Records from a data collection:
[Start of section]

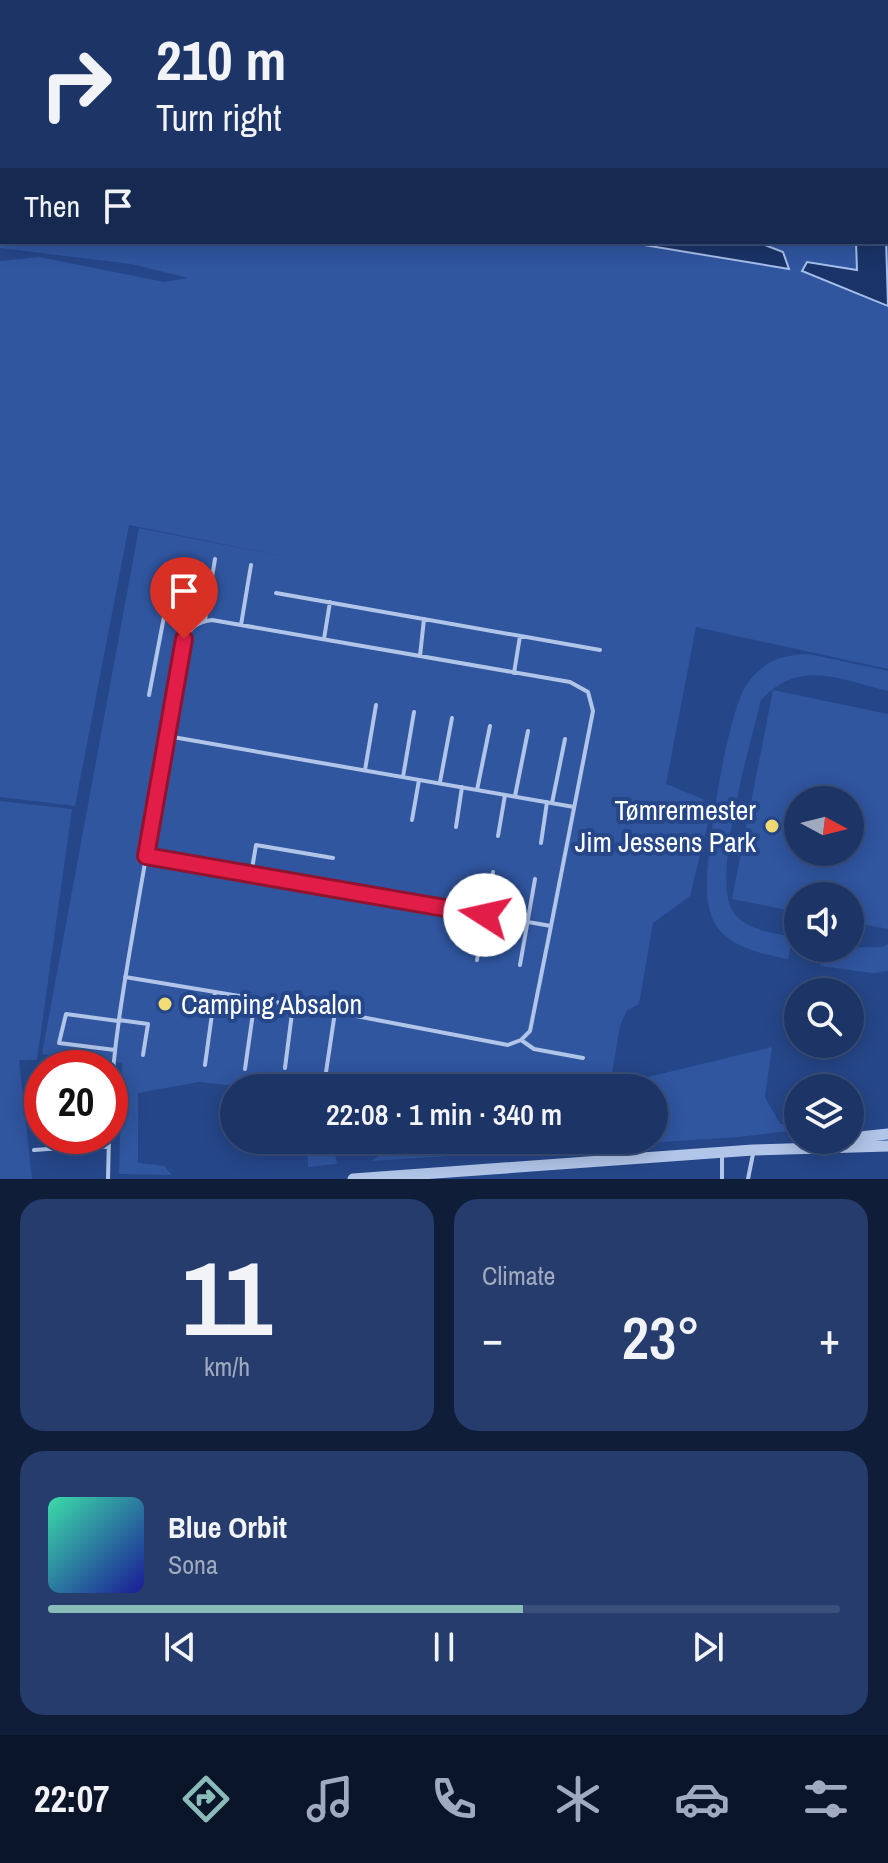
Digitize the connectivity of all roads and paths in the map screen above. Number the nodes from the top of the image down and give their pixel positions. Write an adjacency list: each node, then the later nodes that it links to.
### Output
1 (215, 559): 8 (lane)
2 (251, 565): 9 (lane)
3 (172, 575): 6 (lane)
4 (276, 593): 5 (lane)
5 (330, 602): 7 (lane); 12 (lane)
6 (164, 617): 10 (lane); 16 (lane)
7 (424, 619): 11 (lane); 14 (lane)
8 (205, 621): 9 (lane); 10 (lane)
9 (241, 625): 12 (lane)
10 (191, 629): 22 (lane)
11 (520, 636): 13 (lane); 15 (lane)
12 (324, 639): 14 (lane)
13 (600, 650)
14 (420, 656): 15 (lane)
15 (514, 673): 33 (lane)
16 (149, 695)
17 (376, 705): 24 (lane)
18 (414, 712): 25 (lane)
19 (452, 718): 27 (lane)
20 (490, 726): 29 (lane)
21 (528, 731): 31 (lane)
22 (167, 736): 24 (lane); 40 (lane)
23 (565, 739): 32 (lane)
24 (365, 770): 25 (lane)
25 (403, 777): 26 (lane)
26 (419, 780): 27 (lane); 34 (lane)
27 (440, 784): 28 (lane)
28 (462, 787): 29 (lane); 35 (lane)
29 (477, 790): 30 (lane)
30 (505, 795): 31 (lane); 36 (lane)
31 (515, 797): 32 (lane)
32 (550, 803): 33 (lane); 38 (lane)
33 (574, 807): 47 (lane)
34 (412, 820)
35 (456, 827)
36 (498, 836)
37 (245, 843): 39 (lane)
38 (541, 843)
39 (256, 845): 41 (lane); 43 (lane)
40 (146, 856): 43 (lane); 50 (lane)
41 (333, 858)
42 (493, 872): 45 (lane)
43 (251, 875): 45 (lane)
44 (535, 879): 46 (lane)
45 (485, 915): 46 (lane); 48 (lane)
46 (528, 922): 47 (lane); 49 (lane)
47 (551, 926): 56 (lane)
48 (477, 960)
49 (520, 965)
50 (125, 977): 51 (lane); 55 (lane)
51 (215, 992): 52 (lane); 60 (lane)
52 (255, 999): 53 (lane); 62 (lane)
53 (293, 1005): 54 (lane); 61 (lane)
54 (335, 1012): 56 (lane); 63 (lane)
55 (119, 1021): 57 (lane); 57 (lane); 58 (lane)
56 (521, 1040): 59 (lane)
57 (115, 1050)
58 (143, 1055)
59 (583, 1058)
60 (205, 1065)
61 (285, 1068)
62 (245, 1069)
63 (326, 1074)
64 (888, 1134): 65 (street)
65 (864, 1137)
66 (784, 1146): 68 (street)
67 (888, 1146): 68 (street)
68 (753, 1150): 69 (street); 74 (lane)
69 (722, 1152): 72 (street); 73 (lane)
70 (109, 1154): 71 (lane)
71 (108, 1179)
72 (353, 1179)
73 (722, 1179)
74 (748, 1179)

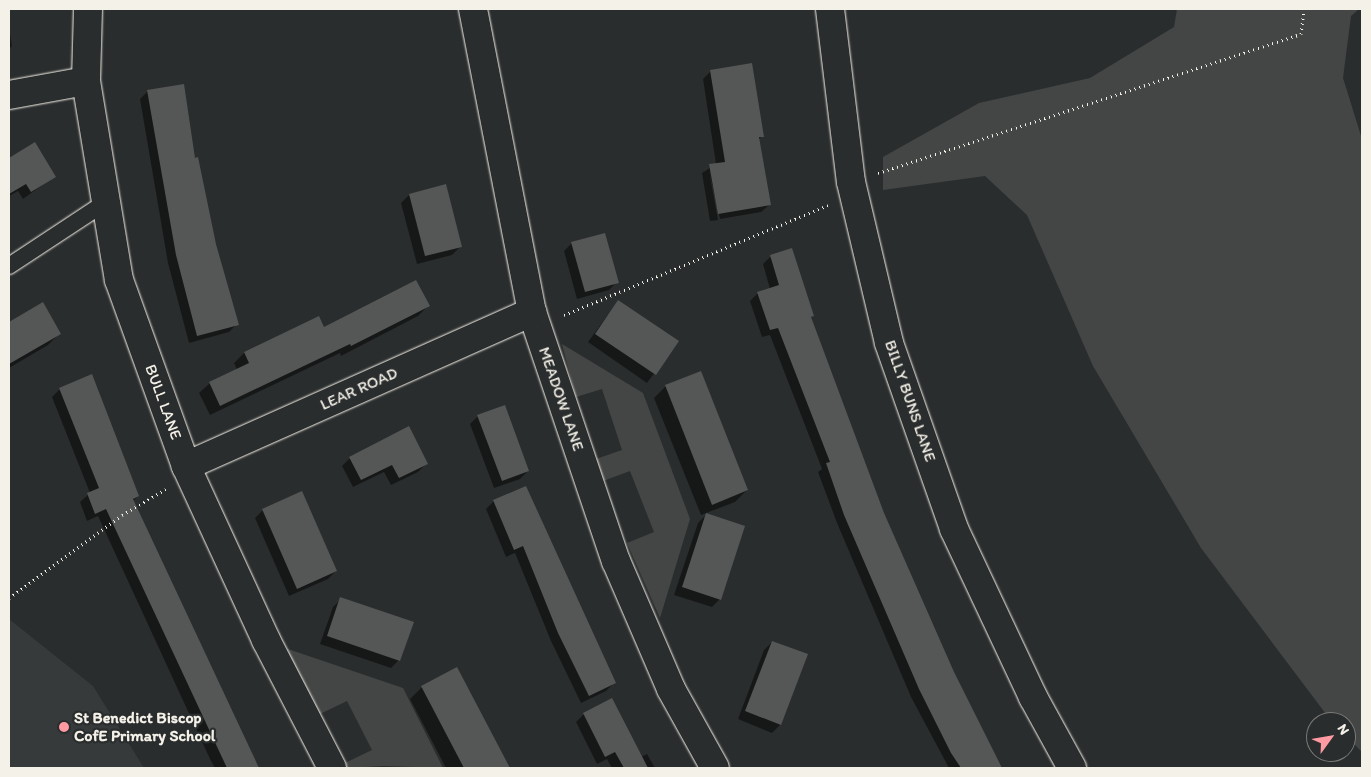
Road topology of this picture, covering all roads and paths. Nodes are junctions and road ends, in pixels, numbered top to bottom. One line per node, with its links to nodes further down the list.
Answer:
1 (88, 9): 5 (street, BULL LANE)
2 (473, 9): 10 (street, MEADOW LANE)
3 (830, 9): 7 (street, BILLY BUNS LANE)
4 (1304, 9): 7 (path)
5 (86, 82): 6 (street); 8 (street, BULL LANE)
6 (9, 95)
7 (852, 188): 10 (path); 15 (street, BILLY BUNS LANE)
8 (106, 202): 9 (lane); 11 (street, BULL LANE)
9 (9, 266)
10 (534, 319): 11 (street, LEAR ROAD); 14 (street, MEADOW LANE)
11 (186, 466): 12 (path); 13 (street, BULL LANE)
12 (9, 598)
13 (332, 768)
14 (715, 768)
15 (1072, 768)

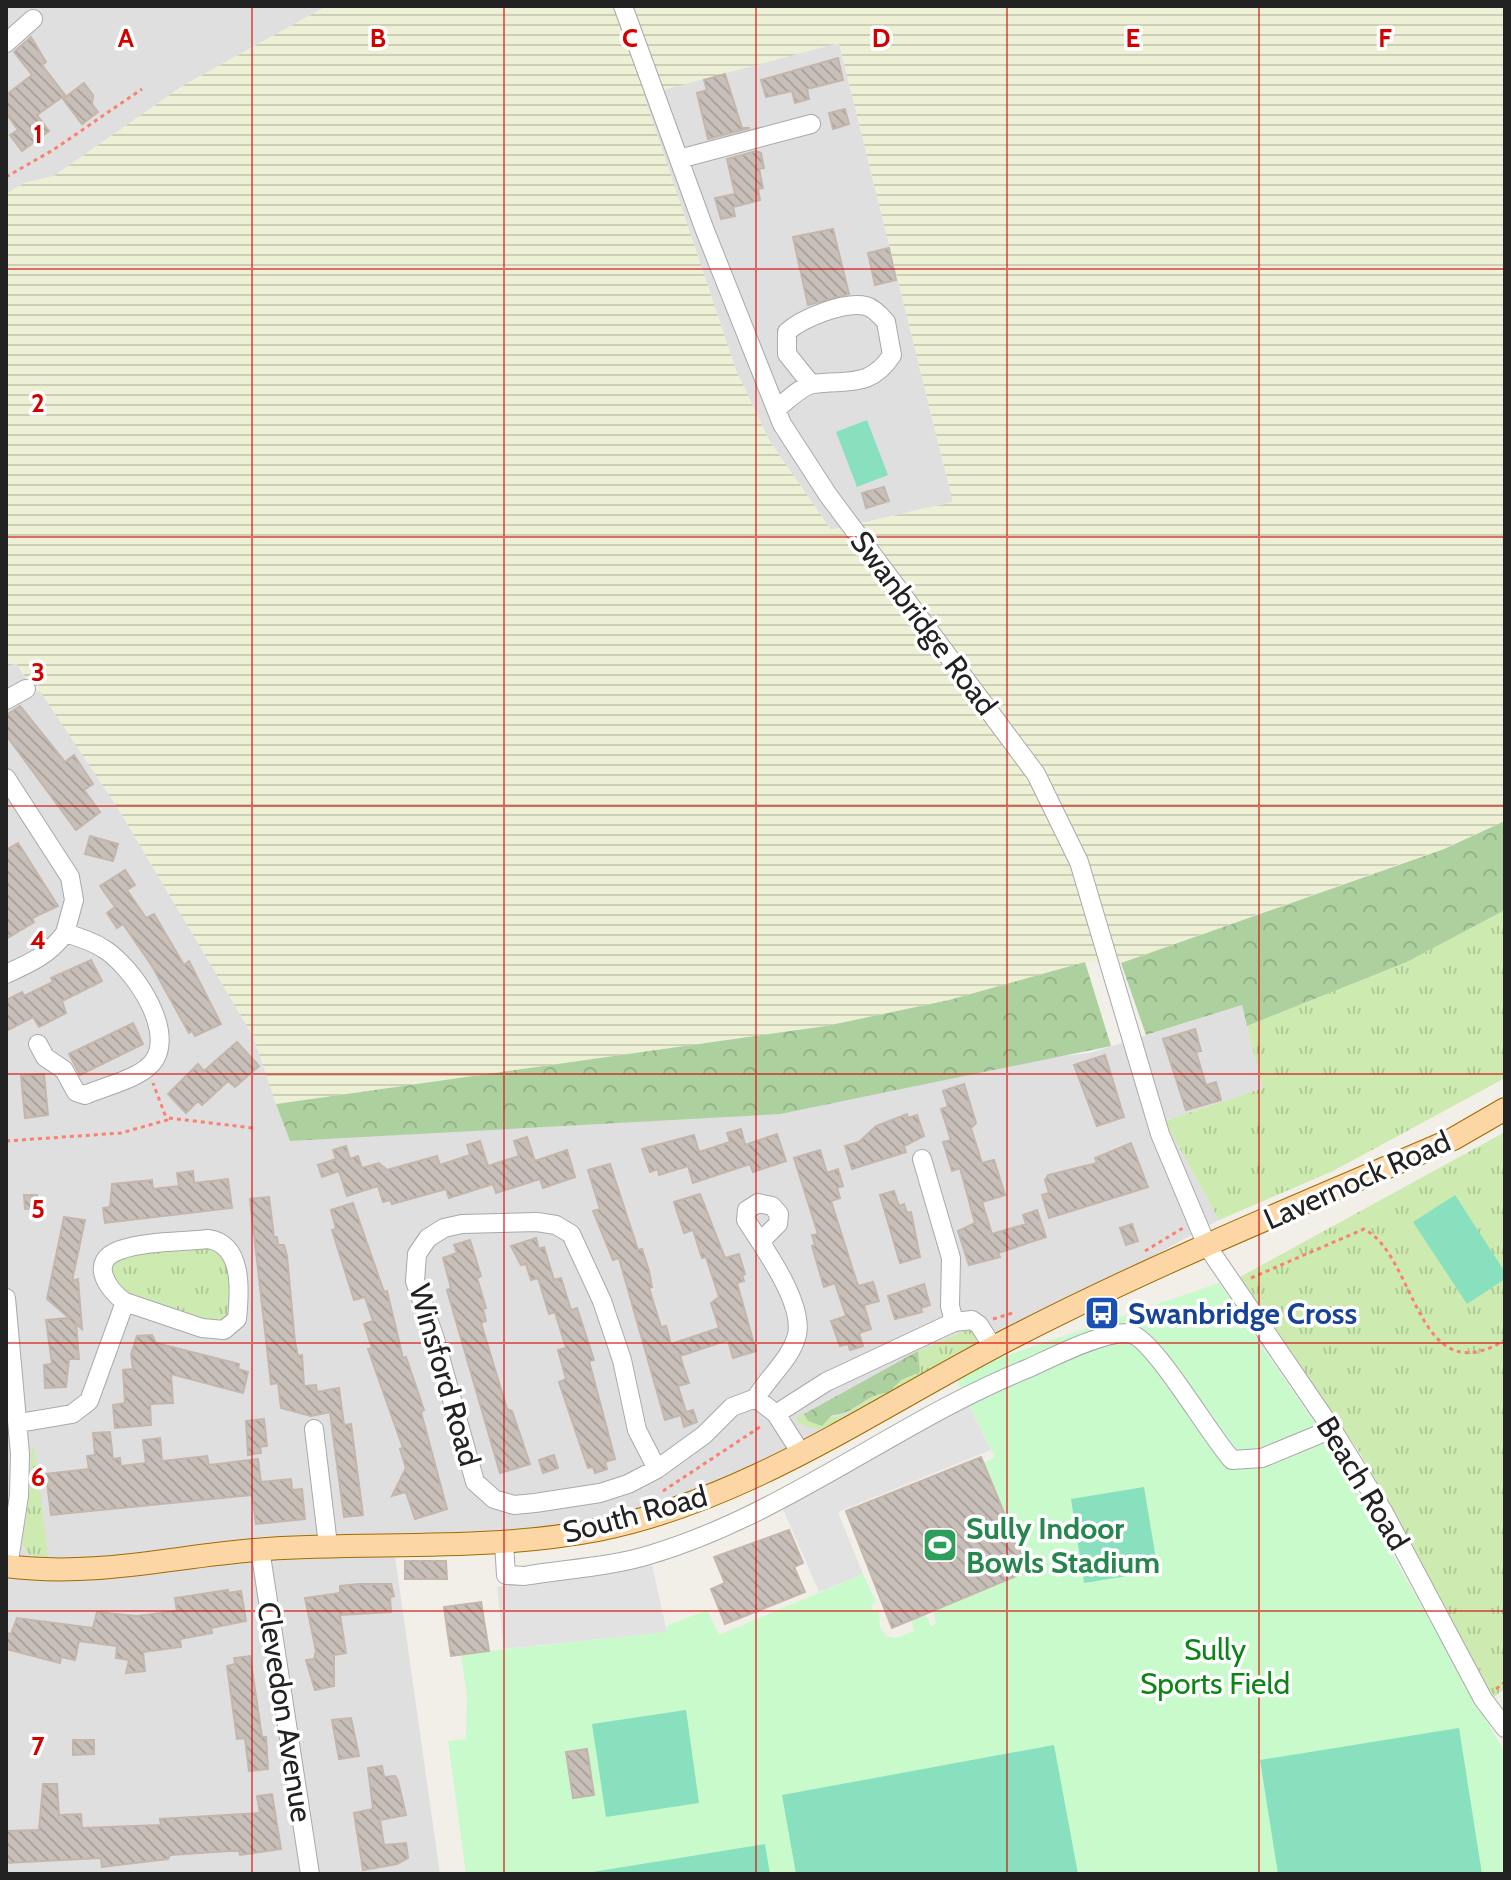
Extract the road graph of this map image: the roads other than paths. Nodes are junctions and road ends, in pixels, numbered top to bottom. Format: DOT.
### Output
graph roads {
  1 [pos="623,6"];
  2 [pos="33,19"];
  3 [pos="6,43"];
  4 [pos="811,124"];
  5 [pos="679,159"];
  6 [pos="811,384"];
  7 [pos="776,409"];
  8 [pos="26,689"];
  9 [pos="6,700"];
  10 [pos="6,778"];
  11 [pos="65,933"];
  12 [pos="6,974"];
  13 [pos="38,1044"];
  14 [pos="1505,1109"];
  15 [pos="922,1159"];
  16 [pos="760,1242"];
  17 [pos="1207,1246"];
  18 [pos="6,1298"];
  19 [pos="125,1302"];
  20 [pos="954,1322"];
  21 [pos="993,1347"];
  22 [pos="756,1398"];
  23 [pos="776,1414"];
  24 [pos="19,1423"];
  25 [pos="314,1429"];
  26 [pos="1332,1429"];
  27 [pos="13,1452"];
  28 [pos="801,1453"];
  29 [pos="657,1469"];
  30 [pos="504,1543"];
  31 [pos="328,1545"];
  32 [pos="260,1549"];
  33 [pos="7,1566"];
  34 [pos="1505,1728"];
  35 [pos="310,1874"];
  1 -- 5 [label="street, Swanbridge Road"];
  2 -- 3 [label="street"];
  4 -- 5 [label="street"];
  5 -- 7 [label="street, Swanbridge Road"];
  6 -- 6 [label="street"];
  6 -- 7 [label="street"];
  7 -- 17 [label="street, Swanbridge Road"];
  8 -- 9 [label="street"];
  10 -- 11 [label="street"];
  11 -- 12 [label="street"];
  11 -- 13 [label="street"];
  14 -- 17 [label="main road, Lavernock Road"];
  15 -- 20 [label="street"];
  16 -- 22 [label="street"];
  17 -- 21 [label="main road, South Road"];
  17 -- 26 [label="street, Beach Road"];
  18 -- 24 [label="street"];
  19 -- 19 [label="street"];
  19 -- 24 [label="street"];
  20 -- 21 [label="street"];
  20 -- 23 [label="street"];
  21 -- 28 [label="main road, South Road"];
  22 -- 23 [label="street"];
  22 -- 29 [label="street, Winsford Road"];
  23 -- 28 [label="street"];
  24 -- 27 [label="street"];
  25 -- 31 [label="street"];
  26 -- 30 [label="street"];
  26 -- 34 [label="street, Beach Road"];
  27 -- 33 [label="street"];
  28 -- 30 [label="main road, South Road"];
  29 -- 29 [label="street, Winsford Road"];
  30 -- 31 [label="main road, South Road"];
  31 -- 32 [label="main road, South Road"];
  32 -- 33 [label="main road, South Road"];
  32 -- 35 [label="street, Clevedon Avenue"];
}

[End of section]

**Exercise requirements**
If a line above contains the word "paths", it counts; state how many lines count, and nothing more.

**Answer space**
3